Stored data:
# # #
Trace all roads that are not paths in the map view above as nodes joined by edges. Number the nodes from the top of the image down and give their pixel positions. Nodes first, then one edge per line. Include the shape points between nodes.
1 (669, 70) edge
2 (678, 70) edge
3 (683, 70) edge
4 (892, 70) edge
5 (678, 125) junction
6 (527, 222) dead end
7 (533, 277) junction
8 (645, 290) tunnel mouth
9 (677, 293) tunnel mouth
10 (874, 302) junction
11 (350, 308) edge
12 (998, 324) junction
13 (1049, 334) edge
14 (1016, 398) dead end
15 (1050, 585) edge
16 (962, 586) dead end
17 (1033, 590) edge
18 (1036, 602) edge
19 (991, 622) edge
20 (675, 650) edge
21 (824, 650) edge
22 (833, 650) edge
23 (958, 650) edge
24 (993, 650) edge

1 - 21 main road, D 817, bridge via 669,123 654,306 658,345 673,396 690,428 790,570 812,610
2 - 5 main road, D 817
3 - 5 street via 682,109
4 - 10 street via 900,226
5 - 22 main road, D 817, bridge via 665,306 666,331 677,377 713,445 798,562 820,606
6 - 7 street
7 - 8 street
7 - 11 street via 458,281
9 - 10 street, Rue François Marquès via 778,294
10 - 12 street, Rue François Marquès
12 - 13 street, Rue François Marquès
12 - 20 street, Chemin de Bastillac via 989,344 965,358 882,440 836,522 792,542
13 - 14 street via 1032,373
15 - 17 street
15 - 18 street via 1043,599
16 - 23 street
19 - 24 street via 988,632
# # #
- [WHAT IS NEEDED]: Could you copy each line above word for word?

- [SOLUTION FOR THIS TASK]:
Trace all roads that are not paths in the map view above as nodes joined by edges. Number the nodes from the top of the image down and give their pixel positions. Nodes first, then one edge per line. Include the shape points between nodes.
1 (669, 70) edge
2 (678, 70) edge
3 (683, 70) edge
4 (892, 70) edge
5 (678, 125) junction
6 (527, 222) dead end
7 (533, 277) junction
8 (645, 290) tunnel mouth
9 (677, 293) tunnel mouth
10 (874, 302) junction
11 (350, 308) edge
12 (998, 324) junction
13 (1049, 334) edge
14 (1016, 398) dead end
15 (1050, 585) edge
16 (962, 586) dead end
17 (1033, 590) edge
18 (1036, 602) edge
19 (991, 622) edge
20 (675, 650) edge
21 (824, 650) edge
22 (833, 650) edge
23 (958, 650) edge
24 (993, 650) edge

1 - 21 main road, D 817, bridge via 669,123 654,306 658,345 673,396 690,428 790,570 812,610
2 - 5 main road, D 817
3 - 5 street via 682,109
4 - 10 street via 900,226
5 - 22 main road, D 817, bridge via 665,306 666,331 677,377 713,445 798,562 820,606
6 - 7 street
7 - 8 street
7 - 11 street via 458,281
9 - 10 street, Rue François Marquès via 778,294
10 - 12 street, Rue François Marquès
12 - 13 street, Rue François Marquès
12 - 20 street, Chemin de Bastillac via 989,344 965,358 882,440 836,522 792,542
13 - 14 street via 1032,373
15 - 17 street
15 - 18 street via 1043,599
16 - 23 street
19 - 24 street via 988,632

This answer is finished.